Non-destructive testing (NDT) is a testing or evaluation method used to inspect materials, components, or structures without damaging or altering them. NDT techniques can be used to detect surface or subsurface defects, measure properties such as thickness or hardness, or identify the presence of foreign materials or flaws.
While computed tomography has taken its rightful place as a powerful technology for non-destructive testing in quality assurance and quality control, manufacturers have increasingly discovered its capabilities as a process improvement tool. During R&D, computed tomography enables engineers to collect valuable information about the quality of 3D printed products and to feed this information back into the production loop for a continuous improvement of AM processes – reducing cost, risk, and lead time.
Nominal-actual comparison and GD&T
A CT dataset contains all geometric data of the inside and outside structures of a sample. So, the actual geometry of a part can be easily compared with a CAD file, providing a color-coded model of geometric deviations. It is also possible to conduct geometric dimension and tolerance (GD&T) checks on the real part data.

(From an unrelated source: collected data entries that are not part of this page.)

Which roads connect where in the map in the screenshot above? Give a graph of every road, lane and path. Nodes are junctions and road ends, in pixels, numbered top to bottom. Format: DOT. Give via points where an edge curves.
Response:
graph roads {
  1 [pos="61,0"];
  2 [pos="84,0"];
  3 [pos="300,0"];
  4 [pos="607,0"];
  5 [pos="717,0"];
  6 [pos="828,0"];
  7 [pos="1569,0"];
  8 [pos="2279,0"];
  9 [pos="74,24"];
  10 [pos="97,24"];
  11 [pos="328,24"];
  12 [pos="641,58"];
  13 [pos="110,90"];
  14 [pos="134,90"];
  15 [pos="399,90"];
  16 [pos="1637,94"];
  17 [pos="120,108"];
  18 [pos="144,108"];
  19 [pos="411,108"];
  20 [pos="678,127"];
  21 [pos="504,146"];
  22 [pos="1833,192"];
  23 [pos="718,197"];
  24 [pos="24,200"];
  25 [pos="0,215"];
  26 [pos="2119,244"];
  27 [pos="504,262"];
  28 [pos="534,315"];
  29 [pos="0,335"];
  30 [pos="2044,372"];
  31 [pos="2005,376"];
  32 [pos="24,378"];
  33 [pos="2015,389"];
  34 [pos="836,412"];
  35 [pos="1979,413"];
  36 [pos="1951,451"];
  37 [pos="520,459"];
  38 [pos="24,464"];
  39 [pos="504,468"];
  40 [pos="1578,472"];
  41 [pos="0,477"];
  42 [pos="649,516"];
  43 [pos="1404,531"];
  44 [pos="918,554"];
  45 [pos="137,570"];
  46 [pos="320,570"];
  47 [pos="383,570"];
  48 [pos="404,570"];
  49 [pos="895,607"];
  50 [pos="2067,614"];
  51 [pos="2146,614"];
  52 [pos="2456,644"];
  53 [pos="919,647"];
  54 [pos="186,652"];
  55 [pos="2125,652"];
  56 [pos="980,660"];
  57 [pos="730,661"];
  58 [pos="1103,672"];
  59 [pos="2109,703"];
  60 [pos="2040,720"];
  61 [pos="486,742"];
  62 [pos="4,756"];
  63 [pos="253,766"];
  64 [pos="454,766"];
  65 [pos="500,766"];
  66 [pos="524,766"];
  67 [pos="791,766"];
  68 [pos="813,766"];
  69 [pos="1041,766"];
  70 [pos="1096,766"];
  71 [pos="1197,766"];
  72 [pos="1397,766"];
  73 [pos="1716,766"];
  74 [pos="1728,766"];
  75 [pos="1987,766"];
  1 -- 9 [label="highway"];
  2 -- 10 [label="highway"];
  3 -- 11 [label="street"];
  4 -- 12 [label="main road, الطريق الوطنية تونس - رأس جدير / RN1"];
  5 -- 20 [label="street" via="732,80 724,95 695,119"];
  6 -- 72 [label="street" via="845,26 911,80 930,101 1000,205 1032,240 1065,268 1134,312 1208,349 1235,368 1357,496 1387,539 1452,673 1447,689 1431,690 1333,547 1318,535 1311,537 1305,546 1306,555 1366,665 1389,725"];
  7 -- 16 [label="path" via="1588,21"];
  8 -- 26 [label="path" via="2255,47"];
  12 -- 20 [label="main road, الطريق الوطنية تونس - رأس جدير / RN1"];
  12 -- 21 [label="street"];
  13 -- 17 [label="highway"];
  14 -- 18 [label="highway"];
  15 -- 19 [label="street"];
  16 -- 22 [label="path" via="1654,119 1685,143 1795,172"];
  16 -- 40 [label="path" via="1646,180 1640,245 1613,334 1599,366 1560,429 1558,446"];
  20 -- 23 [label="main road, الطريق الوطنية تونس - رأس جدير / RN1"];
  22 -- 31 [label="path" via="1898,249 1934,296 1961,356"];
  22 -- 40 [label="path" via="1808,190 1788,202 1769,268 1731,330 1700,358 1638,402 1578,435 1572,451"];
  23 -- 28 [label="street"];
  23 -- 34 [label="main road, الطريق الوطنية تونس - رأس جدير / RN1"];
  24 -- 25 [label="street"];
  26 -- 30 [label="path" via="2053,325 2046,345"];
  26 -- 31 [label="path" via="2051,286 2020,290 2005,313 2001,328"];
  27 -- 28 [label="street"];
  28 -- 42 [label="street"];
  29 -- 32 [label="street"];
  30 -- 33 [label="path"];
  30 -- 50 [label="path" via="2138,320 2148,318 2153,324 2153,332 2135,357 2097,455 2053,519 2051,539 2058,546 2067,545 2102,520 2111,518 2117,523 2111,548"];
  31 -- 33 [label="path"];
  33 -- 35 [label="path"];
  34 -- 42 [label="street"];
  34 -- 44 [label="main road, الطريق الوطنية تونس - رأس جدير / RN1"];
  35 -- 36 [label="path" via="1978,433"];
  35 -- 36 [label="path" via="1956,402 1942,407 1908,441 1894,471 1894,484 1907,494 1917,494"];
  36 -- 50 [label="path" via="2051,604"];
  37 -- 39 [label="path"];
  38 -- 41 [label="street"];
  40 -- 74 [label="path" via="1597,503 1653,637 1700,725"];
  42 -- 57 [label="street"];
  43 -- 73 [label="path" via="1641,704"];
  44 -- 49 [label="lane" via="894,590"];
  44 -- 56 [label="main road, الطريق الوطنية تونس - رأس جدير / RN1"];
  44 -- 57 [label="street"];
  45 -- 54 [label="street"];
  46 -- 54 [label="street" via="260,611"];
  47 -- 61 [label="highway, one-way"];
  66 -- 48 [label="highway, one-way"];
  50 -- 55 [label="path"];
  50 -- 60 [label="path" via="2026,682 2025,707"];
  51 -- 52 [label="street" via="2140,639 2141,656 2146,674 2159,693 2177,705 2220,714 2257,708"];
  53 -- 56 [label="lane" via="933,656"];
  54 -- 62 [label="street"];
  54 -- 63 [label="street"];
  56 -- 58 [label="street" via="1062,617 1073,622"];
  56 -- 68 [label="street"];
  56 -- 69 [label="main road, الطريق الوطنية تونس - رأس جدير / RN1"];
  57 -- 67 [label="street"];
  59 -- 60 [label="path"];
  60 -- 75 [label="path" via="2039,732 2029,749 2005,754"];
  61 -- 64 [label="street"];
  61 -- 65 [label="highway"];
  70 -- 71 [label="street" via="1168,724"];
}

In addition to nominal-actual comparisons between scan data and CAD file, CT also measures internal and external features in three dimensions. All measurable features with their respective tolerance can be defined using the CAD model to create a measurement template, which can be applied to the actual dataset by the click of a button.
Porosity and defect analysis
Since computed tomography uses X-rays to inspect the part, delamination, pores, loose powder, cracks, and many other internal defects can be visualized and analyzed. The appropriate software displays pores in color code , while the pore size distribution can be plotted to a histogram or scatter plot.
Mechanical simulation (on "real" data)
For a first assessment of the structural integrity of a given part, finite element (FE) stress simulations can be performed directly on CT scan data. This procedure is particularly suitable for highly complex structures such as foams, lattice structures, or components with microporosity.